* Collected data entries
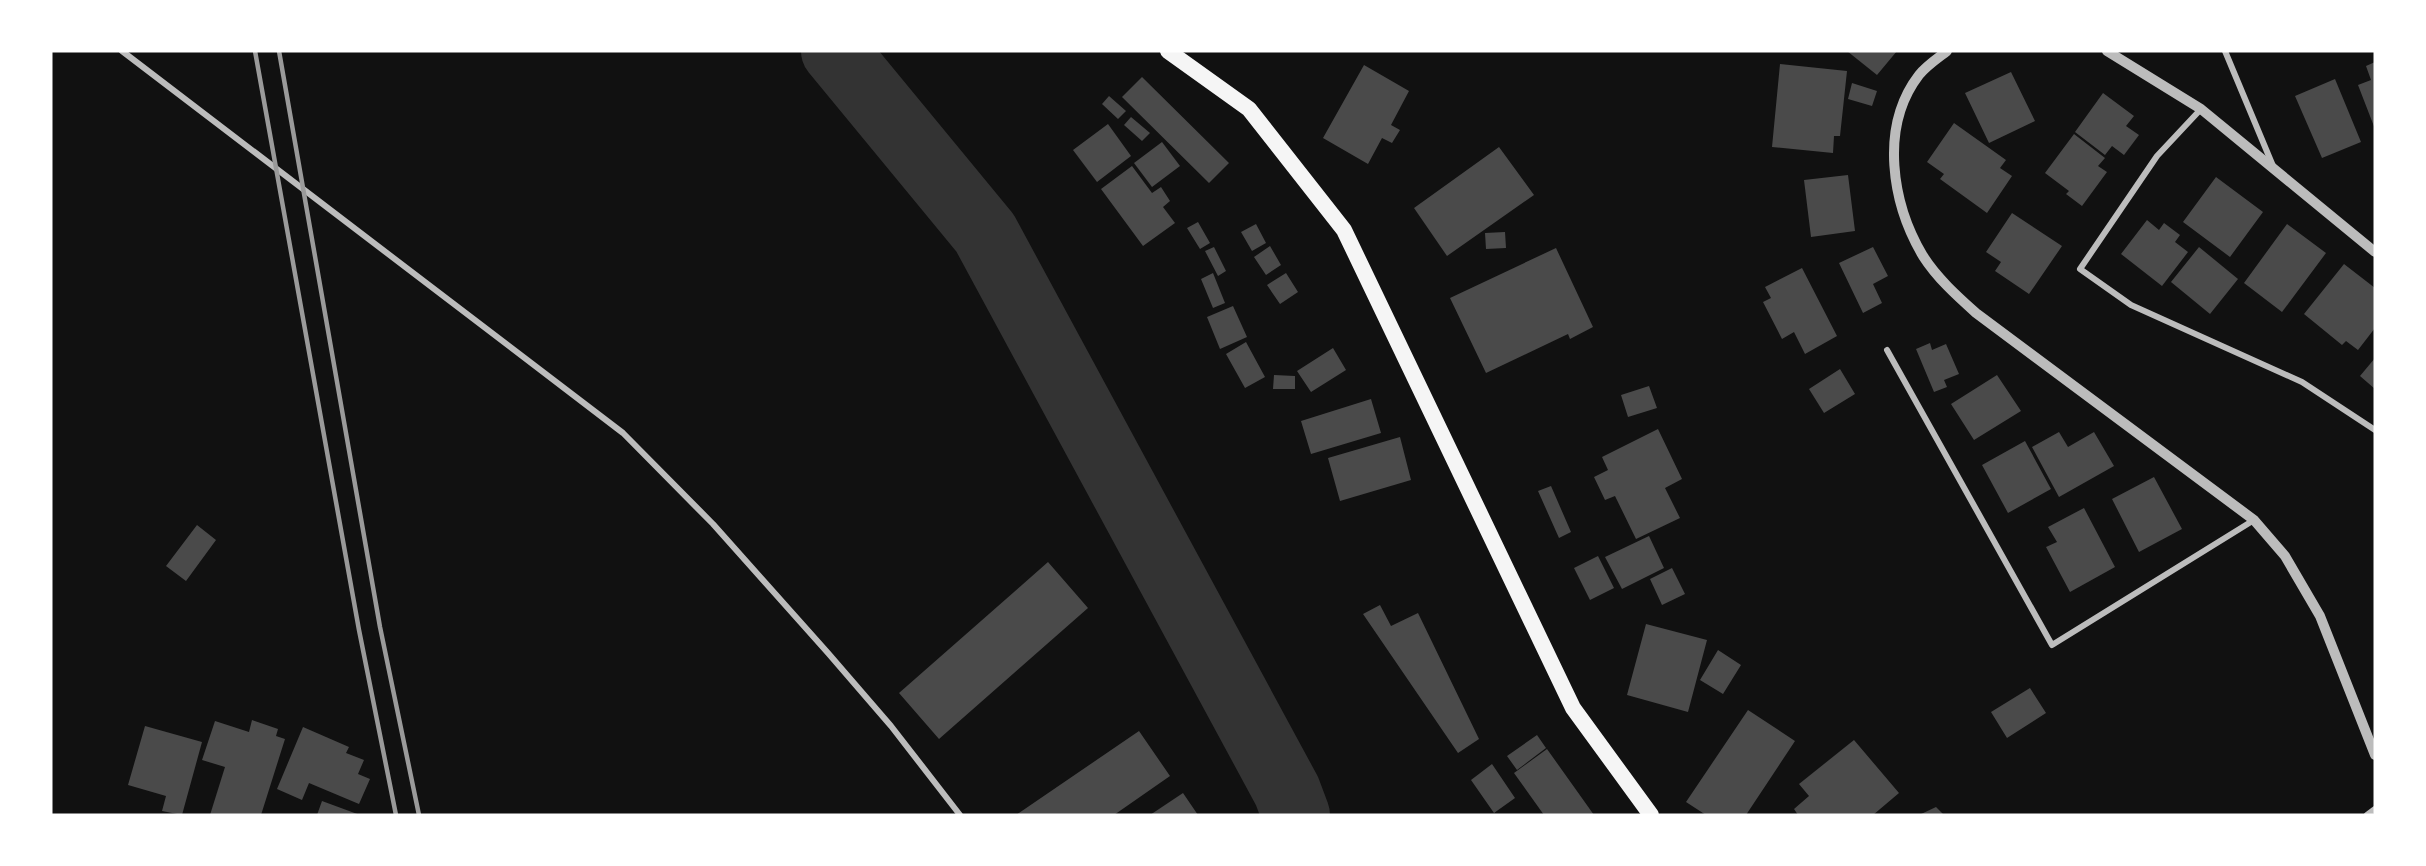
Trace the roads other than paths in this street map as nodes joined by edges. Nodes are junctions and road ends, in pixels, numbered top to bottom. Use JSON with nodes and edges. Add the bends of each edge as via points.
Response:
{"nodes":[{"id":1,"x":122,"y":51,"type":"edge"},
{"id":2,"x":1168,"y":51,"type":"edge"},
{"id":3,"x":1947,"y":51,"type":"edge"},
{"id":4,"x":2107,"y":51,"type":"edge"},
{"id":5,"x":2225,"y":51,"type":"edge"},
{"id":6,"x":2201,"y":109,"type":"junction"},
{"id":7,"x":2276,"y":172,"type":"junction"},
{"id":8,"x":2375,"y":252,"type":"edge"},
{"id":9,"x":1887,"y":350,"type":"dead end"},
{"id":10,"x":2375,"y":430,"type":"edge"},
{"id":11,"x":2254,"y":520,"type":"junction"},
{"id":12,"x":2375,"y":755,"type":"edge"},
{"id":13,"x":2375,"y":809,"type":"edge"},
{"id":14,"x":960,"y":815,"type":"edge"},
{"id":15,"x":1651,"y":815,"type":"edge"},
{"id":16,"x":2367,"y":815,"type":"edge"}],
"edges":[{"from":1,"to":14,"type":"street","via":[[623,433],[713,524],[828,653]]},
{"from":2,"to":15,"type":"highway","via":[[1249,109],[1344,230],[1573,708]]},
{"from":3,"to":11,"type":"street","via":[[1920,75],[1905,103],[1896,134],[1895,175],[1903,215],[1924,257],[1976,313]]},
{"from":4,"to":6,"type":"street"},
{"from":5,"to":7,"type":"street"},
{"from":6,"to":7,"type":"street"},
{"from":6,"to":10,"type":"street","via":[[2157,156],[2080,269],[2131,305],[2302,382]]},
{"from":7,"to":8,"type":"street"},
{"from":9,"to":11,"type":"street","via":[[2052,645]]},
{"from":11,"to":12,"type":"street","via":[[2285,556],[2320,616]]},
{"from":13,"to":16,"type":"street"}]}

* REQUIRED WORK
Write out the entries above verbatim; the pictures do not belong in your copy.

* EXERCISE RESULT
Trace the roads other than paths in this street map as nodes joined by edges. Nodes are junctions and road ends, in pixels, numbered top to bottom. Use JSON with nodes and edges. Add the bends of each edge as via points.
Response:
{"nodes":[{"id":1,"x":122,"y":51,"type":"edge"},
{"id":2,"x":1168,"y":51,"type":"edge"},
{"id":3,"x":1947,"y":51,"type":"edge"},
{"id":4,"x":2107,"y":51,"type":"edge"},
{"id":5,"x":2225,"y":51,"type":"edge"},
{"id":6,"x":2201,"y":109,"type":"junction"},
{"id":7,"x":2276,"y":172,"type":"junction"},
{"id":8,"x":2375,"y":252,"type":"edge"},
{"id":9,"x":1887,"y":350,"type":"dead end"},
{"id":10,"x":2375,"y":430,"type":"edge"},
{"id":11,"x":2254,"y":520,"type":"junction"},
{"id":12,"x":2375,"y":755,"type":"edge"},
{"id":13,"x":2375,"y":809,"type":"edge"},
{"id":14,"x":960,"y":815,"type":"edge"},
{"id":15,"x":1651,"y":815,"type":"edge"},
{"id":16,"x":2367,"y":815,"type":"edge"}],
"edges":[{"from":1,"to":14,"type":"street","via":[[623,433],[713,524],[828,653]]},
{"from":2,"to":15,"type":"highway","via":[[1249,109],[1344,230],[1573,708]]},
{"from":3,"to":11,"type":"street","via":[[1920,75],[1905,103],[1896,134],[1895,175],[1903,215],[1924,257],[1976,313]]},
{"from":4,"to":6,"type":"street"},
{"from":5,"to":7,"type":"street"},
{"from":6,"to":7,"type":"street"},
{"from":6,"to":10,"type":"street","via":[[2157,156],[2080,269],[2131,305],[2302,382]]},
{"from":7,"to":8,"type":"street"},
{"from":9,"to":11,"type":"street","via":[[2052,645]]},
{"from":11,"to":12,"type":"street","via":[[2285,556],[2320,616]]},
{"from":13,"to":16,"type":"street"}]}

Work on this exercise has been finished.